<<<<

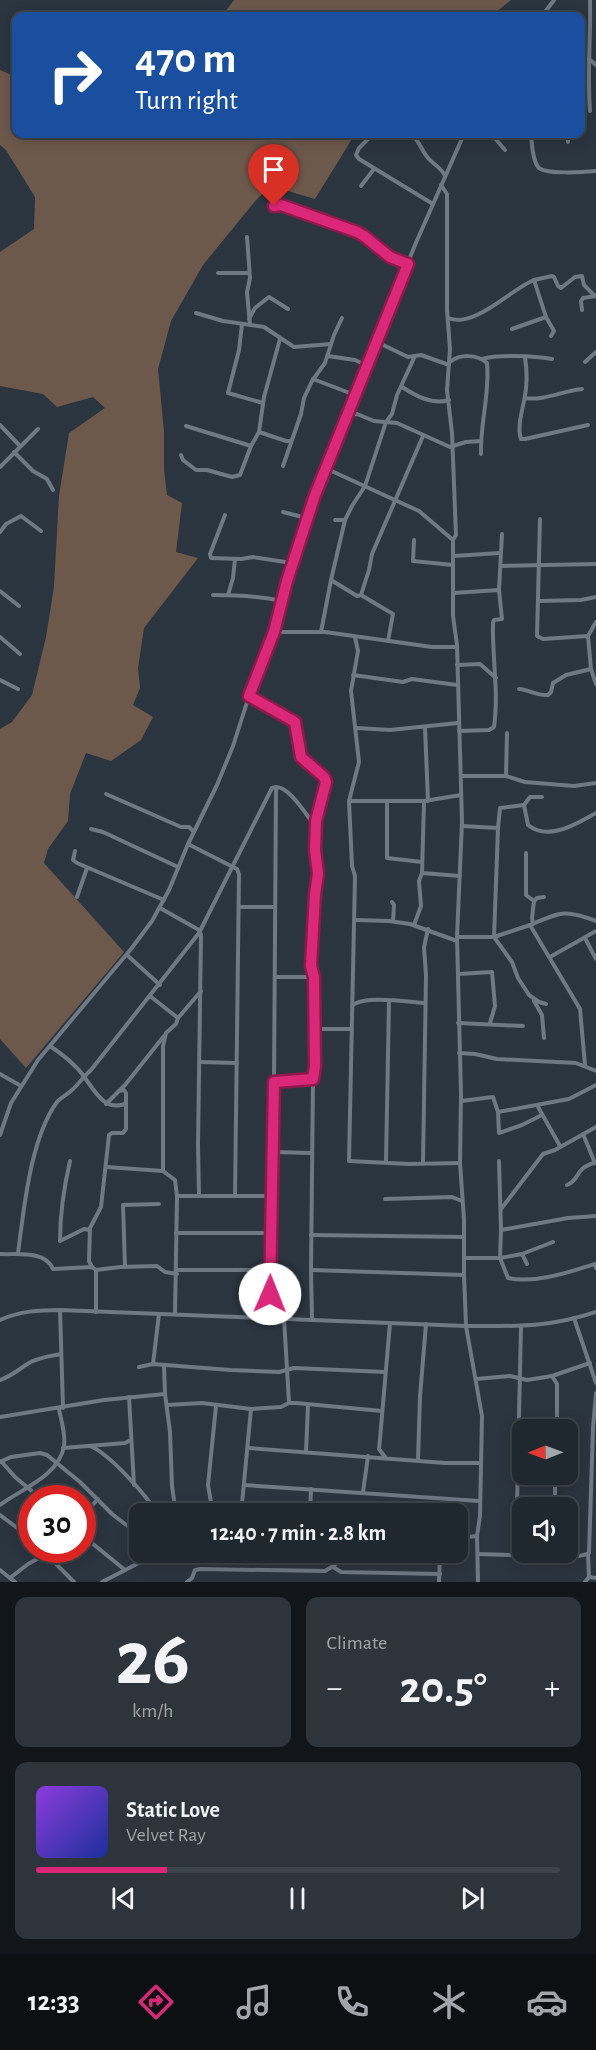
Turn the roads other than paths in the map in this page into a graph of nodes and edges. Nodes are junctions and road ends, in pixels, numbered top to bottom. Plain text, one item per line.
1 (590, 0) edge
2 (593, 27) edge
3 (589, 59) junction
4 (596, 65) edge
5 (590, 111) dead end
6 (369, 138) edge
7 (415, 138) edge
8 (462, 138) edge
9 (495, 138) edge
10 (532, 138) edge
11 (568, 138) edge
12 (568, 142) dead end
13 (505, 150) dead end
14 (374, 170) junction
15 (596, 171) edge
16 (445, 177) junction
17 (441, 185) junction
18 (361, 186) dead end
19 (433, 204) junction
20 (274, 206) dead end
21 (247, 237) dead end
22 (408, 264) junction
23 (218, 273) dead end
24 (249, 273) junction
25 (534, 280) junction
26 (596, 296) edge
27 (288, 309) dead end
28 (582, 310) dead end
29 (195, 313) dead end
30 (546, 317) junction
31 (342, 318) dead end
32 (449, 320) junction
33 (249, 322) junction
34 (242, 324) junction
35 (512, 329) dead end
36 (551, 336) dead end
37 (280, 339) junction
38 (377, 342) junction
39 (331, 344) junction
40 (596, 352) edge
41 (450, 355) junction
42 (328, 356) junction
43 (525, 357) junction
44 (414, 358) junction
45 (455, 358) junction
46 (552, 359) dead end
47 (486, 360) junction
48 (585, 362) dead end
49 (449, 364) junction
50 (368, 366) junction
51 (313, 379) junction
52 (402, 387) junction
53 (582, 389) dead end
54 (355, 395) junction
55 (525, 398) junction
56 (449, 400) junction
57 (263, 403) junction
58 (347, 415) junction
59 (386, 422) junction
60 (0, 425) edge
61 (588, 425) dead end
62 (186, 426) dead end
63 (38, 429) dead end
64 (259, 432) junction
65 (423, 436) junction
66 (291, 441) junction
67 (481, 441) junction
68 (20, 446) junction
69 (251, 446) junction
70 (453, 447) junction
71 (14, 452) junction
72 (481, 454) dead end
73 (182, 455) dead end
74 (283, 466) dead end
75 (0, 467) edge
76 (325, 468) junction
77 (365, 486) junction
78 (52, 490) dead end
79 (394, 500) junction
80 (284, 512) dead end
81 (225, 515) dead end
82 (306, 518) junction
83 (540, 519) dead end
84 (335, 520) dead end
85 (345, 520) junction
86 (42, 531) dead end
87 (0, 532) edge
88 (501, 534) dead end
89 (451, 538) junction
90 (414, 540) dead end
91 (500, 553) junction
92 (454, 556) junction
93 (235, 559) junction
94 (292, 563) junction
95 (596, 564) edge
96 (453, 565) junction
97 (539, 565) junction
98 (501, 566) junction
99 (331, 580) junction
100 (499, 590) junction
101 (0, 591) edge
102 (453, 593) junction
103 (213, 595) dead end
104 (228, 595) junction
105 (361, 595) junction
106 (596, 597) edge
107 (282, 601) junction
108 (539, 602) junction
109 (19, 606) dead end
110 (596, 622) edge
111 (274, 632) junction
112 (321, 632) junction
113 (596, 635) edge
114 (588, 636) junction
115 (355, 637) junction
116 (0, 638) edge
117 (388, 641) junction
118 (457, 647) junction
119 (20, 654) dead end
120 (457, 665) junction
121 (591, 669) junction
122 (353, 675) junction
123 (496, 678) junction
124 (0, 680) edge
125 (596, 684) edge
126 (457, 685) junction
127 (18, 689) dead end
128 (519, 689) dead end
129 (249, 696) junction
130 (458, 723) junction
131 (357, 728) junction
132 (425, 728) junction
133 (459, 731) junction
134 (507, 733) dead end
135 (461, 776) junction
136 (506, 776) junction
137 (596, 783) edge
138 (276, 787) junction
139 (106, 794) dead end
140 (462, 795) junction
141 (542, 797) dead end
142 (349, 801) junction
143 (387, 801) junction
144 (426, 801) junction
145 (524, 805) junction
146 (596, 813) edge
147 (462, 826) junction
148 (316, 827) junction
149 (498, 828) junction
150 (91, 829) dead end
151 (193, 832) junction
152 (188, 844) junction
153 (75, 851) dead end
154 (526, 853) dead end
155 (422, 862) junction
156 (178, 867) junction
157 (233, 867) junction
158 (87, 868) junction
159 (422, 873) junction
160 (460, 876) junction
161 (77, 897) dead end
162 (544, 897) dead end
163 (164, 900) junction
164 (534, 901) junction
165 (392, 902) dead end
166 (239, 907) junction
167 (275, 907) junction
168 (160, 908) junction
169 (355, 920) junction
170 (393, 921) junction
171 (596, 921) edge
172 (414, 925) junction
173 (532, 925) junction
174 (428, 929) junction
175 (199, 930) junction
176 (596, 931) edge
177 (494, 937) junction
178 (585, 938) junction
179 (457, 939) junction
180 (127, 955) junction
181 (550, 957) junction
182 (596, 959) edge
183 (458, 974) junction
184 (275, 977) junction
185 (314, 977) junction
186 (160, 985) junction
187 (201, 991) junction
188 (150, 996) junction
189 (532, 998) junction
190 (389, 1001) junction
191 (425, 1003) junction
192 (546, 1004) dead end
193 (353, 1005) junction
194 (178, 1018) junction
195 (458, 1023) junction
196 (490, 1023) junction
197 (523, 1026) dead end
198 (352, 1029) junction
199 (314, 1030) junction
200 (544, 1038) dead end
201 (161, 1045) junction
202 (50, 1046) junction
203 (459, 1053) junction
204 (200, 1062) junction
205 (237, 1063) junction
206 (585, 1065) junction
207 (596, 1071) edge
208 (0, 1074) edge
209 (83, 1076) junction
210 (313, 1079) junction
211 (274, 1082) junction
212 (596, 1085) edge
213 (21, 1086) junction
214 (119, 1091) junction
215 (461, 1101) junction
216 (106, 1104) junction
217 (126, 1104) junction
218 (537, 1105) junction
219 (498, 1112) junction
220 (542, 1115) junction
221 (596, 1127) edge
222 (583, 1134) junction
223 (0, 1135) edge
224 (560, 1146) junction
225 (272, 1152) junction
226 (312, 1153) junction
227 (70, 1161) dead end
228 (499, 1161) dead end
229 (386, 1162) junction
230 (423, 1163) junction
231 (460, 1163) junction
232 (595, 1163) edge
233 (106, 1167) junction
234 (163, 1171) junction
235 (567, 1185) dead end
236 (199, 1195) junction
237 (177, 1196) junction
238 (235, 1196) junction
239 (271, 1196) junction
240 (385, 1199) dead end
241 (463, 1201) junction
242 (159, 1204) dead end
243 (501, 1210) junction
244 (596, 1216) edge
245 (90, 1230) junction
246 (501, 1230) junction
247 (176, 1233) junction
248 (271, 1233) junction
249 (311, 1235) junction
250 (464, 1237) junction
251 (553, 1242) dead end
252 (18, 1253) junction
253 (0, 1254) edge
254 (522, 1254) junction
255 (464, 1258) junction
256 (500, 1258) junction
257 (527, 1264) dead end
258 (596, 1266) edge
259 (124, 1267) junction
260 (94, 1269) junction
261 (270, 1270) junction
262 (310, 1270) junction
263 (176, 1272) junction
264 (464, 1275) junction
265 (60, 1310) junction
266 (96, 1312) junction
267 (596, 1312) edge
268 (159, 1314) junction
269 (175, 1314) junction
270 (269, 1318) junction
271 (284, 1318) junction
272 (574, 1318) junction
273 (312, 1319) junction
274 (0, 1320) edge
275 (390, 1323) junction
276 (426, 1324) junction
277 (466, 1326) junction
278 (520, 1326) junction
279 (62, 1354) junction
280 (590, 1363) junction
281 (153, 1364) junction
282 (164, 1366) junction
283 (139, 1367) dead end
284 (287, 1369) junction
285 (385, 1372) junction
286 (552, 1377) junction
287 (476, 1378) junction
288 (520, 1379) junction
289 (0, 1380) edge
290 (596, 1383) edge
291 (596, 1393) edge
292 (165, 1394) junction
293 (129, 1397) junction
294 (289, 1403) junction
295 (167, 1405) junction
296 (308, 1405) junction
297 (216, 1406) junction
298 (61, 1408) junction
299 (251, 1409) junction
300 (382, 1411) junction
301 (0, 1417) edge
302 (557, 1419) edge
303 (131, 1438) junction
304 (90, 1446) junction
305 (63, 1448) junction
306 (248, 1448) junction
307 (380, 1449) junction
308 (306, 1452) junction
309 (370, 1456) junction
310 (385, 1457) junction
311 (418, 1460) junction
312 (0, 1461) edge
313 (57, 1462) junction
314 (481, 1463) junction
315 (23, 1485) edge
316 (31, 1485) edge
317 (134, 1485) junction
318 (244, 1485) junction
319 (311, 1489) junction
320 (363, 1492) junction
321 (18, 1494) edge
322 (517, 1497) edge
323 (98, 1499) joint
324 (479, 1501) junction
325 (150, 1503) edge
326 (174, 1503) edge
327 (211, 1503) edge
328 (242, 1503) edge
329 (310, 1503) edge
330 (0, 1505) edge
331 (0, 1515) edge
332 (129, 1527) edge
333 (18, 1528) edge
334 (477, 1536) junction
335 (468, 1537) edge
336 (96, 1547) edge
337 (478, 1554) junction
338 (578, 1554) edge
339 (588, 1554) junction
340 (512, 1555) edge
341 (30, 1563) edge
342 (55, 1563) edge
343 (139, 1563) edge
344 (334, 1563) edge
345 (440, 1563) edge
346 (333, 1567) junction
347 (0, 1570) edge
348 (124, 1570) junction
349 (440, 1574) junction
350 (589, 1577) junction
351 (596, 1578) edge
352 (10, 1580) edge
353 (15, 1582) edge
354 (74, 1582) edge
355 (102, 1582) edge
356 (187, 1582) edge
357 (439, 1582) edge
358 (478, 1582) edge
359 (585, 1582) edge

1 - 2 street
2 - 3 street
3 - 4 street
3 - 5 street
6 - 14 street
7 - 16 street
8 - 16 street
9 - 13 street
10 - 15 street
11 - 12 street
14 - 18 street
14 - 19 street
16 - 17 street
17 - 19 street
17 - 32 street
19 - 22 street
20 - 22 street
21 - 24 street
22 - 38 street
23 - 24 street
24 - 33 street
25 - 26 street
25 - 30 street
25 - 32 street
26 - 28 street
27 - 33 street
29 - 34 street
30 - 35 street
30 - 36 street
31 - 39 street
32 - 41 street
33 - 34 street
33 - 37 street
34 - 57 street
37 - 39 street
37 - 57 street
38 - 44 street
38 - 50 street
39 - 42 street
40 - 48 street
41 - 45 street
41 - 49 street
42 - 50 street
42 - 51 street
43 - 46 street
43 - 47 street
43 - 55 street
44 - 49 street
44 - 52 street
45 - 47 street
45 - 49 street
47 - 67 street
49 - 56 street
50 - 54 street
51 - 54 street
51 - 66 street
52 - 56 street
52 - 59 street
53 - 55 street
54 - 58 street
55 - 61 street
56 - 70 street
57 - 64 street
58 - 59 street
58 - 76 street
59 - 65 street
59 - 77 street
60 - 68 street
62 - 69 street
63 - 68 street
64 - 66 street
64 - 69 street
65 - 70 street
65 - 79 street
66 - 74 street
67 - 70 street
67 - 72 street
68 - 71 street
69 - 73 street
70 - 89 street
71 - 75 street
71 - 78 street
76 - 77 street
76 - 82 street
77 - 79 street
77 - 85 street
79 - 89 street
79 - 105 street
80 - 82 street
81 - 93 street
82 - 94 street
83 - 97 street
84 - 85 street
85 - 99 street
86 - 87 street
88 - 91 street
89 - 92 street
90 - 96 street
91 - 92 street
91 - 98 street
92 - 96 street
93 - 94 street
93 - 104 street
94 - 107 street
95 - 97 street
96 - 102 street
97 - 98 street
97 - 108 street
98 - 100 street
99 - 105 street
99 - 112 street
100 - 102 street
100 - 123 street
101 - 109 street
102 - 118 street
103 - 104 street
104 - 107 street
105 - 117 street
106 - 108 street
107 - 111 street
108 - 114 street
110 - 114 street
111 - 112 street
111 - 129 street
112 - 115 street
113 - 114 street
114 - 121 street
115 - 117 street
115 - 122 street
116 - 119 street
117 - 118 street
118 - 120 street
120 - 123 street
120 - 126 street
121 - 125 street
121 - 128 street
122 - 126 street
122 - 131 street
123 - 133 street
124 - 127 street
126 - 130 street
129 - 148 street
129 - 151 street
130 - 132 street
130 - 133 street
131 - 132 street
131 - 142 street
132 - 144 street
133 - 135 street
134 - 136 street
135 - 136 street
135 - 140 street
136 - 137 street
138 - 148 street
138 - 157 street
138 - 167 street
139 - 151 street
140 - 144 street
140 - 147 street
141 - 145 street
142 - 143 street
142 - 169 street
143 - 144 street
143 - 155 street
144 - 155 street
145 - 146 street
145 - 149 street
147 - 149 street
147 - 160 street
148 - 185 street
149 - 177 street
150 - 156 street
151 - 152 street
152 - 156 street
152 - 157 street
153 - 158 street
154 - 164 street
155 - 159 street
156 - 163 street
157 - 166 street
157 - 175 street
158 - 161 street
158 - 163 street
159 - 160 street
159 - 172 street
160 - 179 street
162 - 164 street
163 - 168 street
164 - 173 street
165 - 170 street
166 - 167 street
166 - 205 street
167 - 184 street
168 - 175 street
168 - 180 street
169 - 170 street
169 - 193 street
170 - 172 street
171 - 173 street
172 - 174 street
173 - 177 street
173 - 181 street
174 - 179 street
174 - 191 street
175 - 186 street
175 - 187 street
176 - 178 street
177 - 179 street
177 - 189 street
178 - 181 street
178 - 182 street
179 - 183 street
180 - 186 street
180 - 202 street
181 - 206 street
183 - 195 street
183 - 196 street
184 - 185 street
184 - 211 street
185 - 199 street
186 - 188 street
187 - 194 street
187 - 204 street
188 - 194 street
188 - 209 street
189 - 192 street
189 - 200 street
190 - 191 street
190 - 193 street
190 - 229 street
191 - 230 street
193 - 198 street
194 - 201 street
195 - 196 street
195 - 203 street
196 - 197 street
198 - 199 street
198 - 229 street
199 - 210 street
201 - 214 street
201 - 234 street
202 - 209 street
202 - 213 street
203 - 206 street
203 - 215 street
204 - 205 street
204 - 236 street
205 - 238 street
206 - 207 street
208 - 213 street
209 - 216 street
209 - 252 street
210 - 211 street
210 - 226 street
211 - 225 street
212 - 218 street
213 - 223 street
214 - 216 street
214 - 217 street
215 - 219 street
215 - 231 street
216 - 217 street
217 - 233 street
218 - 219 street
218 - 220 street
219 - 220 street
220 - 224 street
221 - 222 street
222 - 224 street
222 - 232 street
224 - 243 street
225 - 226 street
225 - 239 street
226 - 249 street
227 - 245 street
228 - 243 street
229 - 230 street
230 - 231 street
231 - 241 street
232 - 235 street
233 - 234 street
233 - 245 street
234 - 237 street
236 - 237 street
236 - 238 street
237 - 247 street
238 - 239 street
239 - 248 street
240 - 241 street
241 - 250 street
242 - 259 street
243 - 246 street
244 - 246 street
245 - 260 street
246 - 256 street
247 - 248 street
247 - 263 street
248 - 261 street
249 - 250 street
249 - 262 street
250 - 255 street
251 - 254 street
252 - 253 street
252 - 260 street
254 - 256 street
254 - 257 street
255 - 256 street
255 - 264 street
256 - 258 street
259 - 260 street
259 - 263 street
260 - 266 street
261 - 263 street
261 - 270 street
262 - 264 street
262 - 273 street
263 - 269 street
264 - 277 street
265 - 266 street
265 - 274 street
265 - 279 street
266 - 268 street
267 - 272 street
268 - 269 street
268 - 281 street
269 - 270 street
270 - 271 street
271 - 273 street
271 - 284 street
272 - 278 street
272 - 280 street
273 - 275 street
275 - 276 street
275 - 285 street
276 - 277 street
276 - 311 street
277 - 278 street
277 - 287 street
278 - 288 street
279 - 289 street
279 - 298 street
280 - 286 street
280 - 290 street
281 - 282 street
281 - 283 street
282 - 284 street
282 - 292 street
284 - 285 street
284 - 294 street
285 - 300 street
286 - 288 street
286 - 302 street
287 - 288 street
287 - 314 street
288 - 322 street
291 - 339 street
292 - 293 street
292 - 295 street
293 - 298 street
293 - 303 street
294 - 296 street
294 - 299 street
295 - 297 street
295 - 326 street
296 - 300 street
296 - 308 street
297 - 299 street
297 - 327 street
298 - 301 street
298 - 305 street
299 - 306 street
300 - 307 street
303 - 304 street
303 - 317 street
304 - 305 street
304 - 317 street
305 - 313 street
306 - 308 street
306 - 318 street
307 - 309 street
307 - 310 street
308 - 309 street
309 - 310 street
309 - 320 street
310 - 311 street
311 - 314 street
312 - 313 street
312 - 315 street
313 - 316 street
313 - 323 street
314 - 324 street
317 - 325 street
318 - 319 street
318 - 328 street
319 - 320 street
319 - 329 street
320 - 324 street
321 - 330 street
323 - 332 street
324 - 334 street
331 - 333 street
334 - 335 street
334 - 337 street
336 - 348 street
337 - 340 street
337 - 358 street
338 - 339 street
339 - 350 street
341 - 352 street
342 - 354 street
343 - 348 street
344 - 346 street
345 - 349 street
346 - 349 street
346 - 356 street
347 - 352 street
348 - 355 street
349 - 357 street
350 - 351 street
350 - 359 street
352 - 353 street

>>>>
<<<<

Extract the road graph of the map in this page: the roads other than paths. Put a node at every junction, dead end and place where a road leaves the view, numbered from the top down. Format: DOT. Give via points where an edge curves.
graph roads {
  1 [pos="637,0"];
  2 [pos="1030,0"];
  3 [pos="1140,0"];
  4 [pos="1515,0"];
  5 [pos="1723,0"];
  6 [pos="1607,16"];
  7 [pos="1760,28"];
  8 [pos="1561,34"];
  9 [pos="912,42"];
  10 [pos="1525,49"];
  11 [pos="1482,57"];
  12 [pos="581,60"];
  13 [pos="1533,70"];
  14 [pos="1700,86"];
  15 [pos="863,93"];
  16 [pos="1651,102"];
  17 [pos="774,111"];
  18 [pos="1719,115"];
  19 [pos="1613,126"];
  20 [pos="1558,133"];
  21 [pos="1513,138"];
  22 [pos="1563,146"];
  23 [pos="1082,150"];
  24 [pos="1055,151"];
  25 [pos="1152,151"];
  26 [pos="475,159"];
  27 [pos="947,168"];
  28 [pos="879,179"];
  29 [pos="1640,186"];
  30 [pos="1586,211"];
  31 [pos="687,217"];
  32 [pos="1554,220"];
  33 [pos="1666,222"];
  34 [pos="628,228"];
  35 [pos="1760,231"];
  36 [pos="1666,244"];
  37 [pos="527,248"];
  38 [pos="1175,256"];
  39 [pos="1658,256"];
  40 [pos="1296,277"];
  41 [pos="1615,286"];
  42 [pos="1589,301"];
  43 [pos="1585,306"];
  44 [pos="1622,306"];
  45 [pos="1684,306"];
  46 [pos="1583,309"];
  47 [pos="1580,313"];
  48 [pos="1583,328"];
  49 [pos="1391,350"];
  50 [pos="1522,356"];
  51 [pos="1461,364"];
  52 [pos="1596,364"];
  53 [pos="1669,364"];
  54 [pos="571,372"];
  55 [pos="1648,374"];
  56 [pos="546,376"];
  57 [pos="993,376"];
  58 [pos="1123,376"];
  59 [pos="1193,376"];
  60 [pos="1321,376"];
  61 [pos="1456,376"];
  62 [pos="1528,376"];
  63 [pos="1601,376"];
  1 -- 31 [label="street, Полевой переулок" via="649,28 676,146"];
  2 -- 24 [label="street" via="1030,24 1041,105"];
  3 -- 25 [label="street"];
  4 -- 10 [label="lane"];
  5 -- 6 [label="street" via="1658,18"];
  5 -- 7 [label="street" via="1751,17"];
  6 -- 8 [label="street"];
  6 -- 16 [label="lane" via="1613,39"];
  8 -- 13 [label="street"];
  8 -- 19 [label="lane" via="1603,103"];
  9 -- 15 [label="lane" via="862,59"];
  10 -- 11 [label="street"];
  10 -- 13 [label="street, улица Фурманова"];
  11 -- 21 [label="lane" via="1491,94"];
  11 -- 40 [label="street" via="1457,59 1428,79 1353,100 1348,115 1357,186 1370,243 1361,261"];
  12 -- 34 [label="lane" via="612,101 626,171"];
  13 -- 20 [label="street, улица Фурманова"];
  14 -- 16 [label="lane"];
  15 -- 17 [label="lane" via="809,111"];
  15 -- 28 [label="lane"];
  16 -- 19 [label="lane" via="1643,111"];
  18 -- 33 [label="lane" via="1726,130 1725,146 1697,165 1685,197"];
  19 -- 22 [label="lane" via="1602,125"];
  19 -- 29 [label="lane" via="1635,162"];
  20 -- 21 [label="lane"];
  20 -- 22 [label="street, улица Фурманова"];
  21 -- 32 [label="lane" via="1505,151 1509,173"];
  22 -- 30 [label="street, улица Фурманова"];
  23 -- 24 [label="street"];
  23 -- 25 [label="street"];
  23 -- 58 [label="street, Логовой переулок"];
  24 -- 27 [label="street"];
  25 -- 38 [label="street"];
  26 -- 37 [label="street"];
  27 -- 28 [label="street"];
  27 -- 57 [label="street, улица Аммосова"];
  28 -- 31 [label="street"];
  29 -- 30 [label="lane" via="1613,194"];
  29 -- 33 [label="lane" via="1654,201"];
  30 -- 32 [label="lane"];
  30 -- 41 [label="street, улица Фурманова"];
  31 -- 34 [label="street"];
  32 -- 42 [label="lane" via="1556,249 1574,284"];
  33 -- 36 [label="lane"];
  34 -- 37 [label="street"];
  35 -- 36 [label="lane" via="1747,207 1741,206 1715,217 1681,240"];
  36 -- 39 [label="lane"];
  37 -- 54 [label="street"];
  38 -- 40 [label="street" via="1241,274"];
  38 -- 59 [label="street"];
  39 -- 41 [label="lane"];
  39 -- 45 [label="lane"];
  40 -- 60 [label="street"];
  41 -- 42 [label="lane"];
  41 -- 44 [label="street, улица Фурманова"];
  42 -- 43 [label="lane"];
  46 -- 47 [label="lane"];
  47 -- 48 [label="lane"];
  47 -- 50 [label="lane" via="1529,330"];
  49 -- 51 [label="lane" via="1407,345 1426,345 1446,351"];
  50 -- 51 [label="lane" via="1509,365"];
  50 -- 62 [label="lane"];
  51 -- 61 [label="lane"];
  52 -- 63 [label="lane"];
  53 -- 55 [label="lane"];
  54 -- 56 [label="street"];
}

>>>>

== Work instructions ==
Which lines above include the string "переулок"? Show them.

== Output of the task ==
  1 -- 31 [label="street, Полевой переулок" via="649,28 676,146"];
  23 -- 58 [label="street, Логовой переулок"];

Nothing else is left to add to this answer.